Thursday, August 20, 2009

Progressives Push Back on Health Care

In a web cast to supporters, President Obama emphasized that he "had a responsibility to the American people" to get a health care reform bill out of Congress "one way or another". Only three members of the other party are working to pass a health care bill according to the President. It may be, the President continued, that the Republican political agenda will prevent bipartisan support. He retreated from comments he made at the weekend in a Grand Junction, Colorado town hall meeting where he seemed to signal a willingness to dump the public option part of his proposed insurance exchanges. His remark was later echoed by Secretary of Health Kathleen Sebelius who said inclusion of a government plan was not an "essential element of reform". He told the supporters gathered for the web cast that he supported a government run insurance plan as one option from a menu of insurance choices available to consumers as "a belt and suspenders" approach to making the health insurance market work.

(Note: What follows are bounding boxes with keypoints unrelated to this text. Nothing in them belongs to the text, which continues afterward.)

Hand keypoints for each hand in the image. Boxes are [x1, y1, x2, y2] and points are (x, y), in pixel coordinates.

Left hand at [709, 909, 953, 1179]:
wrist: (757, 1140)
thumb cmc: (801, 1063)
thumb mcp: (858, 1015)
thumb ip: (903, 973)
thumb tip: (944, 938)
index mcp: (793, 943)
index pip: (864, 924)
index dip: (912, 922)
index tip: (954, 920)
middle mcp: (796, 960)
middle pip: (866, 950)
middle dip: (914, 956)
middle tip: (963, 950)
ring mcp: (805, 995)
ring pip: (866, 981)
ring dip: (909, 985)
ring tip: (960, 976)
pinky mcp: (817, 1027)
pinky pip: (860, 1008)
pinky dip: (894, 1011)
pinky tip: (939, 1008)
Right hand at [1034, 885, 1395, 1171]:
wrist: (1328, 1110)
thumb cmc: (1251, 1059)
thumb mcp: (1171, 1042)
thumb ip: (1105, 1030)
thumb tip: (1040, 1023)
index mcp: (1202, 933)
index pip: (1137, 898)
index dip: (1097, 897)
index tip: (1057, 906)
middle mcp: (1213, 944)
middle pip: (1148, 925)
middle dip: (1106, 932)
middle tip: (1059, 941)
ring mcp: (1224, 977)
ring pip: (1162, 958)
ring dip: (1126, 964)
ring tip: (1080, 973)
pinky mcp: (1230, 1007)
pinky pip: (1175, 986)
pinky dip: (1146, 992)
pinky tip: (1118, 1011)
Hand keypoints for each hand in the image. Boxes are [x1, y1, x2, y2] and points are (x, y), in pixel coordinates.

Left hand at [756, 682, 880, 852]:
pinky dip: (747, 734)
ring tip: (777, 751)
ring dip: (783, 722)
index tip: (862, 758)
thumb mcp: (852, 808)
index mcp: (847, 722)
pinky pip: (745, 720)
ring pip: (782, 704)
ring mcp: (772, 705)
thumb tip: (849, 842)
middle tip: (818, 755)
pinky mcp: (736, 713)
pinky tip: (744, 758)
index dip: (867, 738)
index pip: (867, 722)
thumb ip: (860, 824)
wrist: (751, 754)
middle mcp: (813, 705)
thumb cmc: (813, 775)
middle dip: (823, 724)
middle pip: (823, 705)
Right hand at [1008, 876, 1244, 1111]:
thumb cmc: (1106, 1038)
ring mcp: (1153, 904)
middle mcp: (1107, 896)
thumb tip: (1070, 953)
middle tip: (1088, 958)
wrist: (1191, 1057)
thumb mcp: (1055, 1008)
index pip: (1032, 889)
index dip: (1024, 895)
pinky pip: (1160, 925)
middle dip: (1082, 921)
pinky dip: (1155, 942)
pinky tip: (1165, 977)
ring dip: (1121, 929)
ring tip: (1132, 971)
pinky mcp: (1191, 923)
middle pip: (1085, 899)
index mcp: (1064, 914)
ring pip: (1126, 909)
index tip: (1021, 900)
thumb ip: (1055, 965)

In response to the previous equivocations, sixty progressive legislators in the House sent a letter to Secretary Sebelius saying that passage of a bill in the House depends upon including a robust public option provision. Obama said the controversy created by his comments was somewhat "manufactured", and that the media fails in its obligation to inform the people of the truth in the midst of a propaganda campaign. He used the "death panels that scared grandma" as an example since making end of life counseling available is a concept that Republicans have supported previously. Obama told supporters to give people who already have insurance the facts when talking about reform. One of those facts is that doing nothing will cause Medicare to go into the red in eight years due to out of control health care costs.